Hansi Brake ließ sich die Stimmung von Wind und Regen nicht vermiesen. „Es war trotzdem perfekt“, sagte er am Abend im Gespräch mit der EZ-Redaktion. Zwar seien vielleicht nicht so viele Menschen da gewesen, wie erhofft. Aber die Leute, die den Weg in die Schlossallee gefunden hätten, seien sehr angenehm gewesen, berichtete Brake. Die zehnstündige Aktion hatte zudem schleppend angefangen. In den ersten Stunden blieben die Helfer nahezu unter sich. Dabei waren sie bestens gerüstet. Außer Bänken und Schuhputzmitteln hatten sie Kuchenspenden, einen Bratwurststand und Getränke parat.

Am Vormittag füllte sich die Spendensäule des Vereins dann aber doch mit den ersten Scheinen. Ein Passant beispielsweise verzichtete dankend darauf, sich die Schuhe putzen zu lassen („Die sind sauber genug“), warf aber trotzdem Geld in den Behälter. Mit dem Erlös aus der Schuhputzaktion will Helping Hands ein gebrauchtes Feuerwehrauto finanzieren, das im ukrainischen Zastavna, einer Stadt im Südwesten des krisengeschüttelten Landes stationiert werden soll.

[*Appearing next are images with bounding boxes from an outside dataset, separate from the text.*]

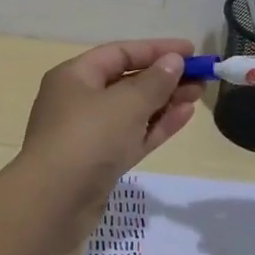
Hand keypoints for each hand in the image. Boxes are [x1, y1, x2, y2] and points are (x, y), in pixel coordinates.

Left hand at [18, 38, 201, 201]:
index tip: (191, 51)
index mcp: (74, 76)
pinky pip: (133, 135)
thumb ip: (154, 81)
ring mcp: (89, 134)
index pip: (120, 53)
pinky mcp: (100, 162)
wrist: (53, 205)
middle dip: (164, 77)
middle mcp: (79, 100)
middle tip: (201, 76)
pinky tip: (184, 115)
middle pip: (127, 81)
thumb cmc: (87, 139)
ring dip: (165, 101)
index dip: (156, 49)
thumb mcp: (126, 103)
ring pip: (133, 110)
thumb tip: (173, 61)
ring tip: (198, 94)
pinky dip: (157, 125)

Dorthin hatte Helping Hands im vergangenen Jahr erstmals einen humanitären Hilfstransport organisiert. Den Anstoß dazu hatte Josef Efken aus Neubörger ins Rollen gebracht, dessen Frau aus der Ukraine stammt.

An der Benefiz-Aktion hatten sich nicht nur Helfer des Vereins, sondern auch die Bürgermeister der Samtgemeinde Sögel sowie Vertreter von Vereinen und Kirchengemeinden beteiligt. Als bekannt wurde, dass Ortsbrandmeister Frank Tholen von der Feuerwehr Sögel „auch putzen musste“, haben die Sögeler Feuerwehrleute nicht nur eine „Spendenumschlag“ überreicht, sondern sie rückten im Einsatzanzug an und ließen sich die schweren Lederstiefel gegen einen Obolus putzen. Diese Aktion führte nicht nur beim Ortsbrandmeister zu einer schweißtreibenden Arbeit. Schließlich waren die Frauen und Männer der Wehr am Vorabend bei den Osterfeuern in Sögel, Eisten und Hüven im Einsatz gewesen, und entsprechend sahen die Stiefel auch (noch) aus……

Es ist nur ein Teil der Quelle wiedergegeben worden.